SVG on the Web — What Developers Need to Know

SVG has become the default format for icons, logos and UI illustrations in modern web development — and for good reason. Unlike raster images, SVGs can be styled with CSS (changing fill colours based on theme or user interaction), manipulated with JavaScript (animating individual paths on hover), and inlined directly in HTML (no extra HTTP request). The result is sharper graphics, smaller file sizes, and more interactive possibilities than any raster format can offer.

The most common workflow issue developers face is SVGs exported from Figma, Sketch or Illustrator that are bloated with metadata those tools add automatically. An icon that should be 500 bytes ends up as 4KB because of Figma's data-name attributes, Inkscape's namespace declarations and editor metadata. Running the optimiser in this tool strips all of that — often reducing file size by 30-60% — without touching the visible paths or colours.
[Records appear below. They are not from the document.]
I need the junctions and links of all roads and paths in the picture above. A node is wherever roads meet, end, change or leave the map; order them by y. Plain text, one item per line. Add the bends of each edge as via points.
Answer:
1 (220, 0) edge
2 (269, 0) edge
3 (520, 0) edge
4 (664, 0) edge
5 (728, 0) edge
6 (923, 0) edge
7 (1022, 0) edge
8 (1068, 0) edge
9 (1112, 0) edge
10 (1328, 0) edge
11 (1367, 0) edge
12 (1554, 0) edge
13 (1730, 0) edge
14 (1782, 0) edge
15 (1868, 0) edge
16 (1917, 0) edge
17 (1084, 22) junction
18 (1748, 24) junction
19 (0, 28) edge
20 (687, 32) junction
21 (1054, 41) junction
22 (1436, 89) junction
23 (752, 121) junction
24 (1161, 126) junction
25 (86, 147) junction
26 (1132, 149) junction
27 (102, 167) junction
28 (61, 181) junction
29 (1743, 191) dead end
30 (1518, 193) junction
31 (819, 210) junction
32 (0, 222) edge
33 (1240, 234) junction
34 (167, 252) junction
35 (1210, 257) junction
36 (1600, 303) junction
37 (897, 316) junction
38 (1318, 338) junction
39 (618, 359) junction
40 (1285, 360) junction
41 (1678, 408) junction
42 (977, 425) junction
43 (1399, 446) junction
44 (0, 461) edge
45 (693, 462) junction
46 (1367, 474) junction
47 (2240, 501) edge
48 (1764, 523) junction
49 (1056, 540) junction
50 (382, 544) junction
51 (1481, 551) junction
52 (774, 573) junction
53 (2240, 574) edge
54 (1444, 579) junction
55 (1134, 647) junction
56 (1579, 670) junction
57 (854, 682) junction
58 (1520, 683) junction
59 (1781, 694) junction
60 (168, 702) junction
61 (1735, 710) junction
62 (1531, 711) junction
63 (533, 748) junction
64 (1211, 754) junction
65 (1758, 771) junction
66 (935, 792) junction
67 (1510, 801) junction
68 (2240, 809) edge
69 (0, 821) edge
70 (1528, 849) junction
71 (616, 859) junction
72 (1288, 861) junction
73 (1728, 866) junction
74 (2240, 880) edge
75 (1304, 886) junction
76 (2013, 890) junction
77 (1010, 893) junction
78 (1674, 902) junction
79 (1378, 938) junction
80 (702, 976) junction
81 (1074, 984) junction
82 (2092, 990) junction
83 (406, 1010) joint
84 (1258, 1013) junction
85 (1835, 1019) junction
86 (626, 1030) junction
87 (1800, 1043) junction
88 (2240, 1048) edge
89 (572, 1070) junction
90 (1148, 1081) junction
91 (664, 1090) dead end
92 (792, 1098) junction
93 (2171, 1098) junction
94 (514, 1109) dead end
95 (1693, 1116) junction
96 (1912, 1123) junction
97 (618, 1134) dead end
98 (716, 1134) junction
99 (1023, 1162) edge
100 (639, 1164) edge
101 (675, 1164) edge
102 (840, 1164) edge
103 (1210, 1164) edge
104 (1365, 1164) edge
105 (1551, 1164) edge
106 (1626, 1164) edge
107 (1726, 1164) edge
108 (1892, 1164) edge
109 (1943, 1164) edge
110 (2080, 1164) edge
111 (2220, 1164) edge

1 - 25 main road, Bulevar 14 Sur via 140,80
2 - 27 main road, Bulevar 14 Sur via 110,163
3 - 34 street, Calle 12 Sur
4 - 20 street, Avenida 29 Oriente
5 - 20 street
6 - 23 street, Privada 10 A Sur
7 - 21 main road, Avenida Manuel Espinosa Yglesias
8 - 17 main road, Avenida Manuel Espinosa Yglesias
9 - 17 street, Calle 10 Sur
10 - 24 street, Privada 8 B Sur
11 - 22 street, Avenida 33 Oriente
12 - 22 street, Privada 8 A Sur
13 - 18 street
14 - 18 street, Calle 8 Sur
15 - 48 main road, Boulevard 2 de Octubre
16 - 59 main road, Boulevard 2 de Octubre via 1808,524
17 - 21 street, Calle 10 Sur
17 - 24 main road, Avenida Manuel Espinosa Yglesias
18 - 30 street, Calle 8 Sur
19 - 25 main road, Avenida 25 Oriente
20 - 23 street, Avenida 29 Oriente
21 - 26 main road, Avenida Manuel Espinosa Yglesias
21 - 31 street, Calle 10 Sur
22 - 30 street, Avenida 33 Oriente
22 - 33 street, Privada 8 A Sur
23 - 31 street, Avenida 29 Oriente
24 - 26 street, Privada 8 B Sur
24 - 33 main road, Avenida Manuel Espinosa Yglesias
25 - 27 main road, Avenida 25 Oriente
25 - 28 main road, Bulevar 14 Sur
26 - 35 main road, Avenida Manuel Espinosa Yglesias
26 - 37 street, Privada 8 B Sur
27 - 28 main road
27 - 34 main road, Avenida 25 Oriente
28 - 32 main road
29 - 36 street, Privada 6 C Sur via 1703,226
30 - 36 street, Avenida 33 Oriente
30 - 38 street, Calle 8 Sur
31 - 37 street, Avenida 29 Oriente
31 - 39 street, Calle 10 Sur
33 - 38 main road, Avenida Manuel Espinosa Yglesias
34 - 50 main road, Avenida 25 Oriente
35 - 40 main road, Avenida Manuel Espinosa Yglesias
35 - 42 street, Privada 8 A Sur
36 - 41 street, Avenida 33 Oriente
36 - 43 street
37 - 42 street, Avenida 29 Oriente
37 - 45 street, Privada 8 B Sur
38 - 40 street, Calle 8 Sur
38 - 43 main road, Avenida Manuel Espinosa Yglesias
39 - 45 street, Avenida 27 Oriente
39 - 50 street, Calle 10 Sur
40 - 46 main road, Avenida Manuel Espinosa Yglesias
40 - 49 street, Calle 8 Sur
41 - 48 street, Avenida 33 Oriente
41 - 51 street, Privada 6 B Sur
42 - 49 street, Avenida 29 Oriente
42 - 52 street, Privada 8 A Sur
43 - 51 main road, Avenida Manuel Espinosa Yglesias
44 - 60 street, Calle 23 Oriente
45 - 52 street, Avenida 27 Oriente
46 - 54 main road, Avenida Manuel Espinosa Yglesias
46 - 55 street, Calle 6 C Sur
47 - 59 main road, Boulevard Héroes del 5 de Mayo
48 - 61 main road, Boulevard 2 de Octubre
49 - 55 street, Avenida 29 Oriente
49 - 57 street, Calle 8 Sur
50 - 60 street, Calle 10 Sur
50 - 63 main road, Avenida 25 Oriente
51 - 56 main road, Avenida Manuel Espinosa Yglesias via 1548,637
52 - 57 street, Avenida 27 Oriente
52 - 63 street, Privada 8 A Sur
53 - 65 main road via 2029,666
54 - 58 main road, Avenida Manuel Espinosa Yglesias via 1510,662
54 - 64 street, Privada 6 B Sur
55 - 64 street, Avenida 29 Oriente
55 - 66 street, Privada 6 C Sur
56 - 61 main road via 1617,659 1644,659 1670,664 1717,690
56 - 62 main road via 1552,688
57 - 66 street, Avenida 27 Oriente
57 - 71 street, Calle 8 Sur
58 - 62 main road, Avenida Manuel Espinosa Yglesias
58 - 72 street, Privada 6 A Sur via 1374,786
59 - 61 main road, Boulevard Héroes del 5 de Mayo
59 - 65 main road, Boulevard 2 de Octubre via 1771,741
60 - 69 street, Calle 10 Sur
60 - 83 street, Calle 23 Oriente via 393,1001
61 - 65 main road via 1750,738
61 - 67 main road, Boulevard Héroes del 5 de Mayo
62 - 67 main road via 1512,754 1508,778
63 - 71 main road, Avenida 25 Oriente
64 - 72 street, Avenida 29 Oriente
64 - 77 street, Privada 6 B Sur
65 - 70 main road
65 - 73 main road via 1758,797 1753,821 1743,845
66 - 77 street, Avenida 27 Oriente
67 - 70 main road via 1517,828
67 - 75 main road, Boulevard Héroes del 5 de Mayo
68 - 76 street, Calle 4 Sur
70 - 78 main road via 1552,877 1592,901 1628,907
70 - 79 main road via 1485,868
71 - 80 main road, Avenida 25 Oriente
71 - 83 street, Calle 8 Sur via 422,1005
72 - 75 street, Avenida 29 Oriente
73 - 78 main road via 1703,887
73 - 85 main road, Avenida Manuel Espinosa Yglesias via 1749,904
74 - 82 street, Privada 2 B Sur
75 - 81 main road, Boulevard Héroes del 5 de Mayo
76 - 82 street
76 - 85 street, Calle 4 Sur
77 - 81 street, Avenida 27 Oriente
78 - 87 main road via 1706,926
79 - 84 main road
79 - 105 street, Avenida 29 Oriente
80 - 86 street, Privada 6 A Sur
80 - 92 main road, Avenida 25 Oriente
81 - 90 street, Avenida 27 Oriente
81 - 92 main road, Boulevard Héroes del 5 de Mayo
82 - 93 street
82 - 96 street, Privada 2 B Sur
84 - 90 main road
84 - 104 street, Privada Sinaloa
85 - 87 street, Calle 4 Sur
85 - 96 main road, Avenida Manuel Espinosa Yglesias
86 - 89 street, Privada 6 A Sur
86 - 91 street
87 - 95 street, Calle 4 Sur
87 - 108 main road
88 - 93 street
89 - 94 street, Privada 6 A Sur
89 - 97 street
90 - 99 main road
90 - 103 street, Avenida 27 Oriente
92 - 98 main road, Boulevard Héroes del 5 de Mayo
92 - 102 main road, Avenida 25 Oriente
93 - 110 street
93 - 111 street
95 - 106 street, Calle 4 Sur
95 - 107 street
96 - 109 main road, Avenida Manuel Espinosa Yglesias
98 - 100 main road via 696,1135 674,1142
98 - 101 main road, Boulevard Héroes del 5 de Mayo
For large icon libraries, this adds up to meaningful performance gains.

For React developers, the React JSX export feature saves a tedious manual step. React requires camelCase attribute names (strokeWidth, not stroke-width) and className instead of class — rules that aren't always obvious to developers encountering SVG in React for the first time. The converter handles all the attribute name transformations automatically and wraps the output in a functional component with configurable width, height and className props, ready to drop into any component file.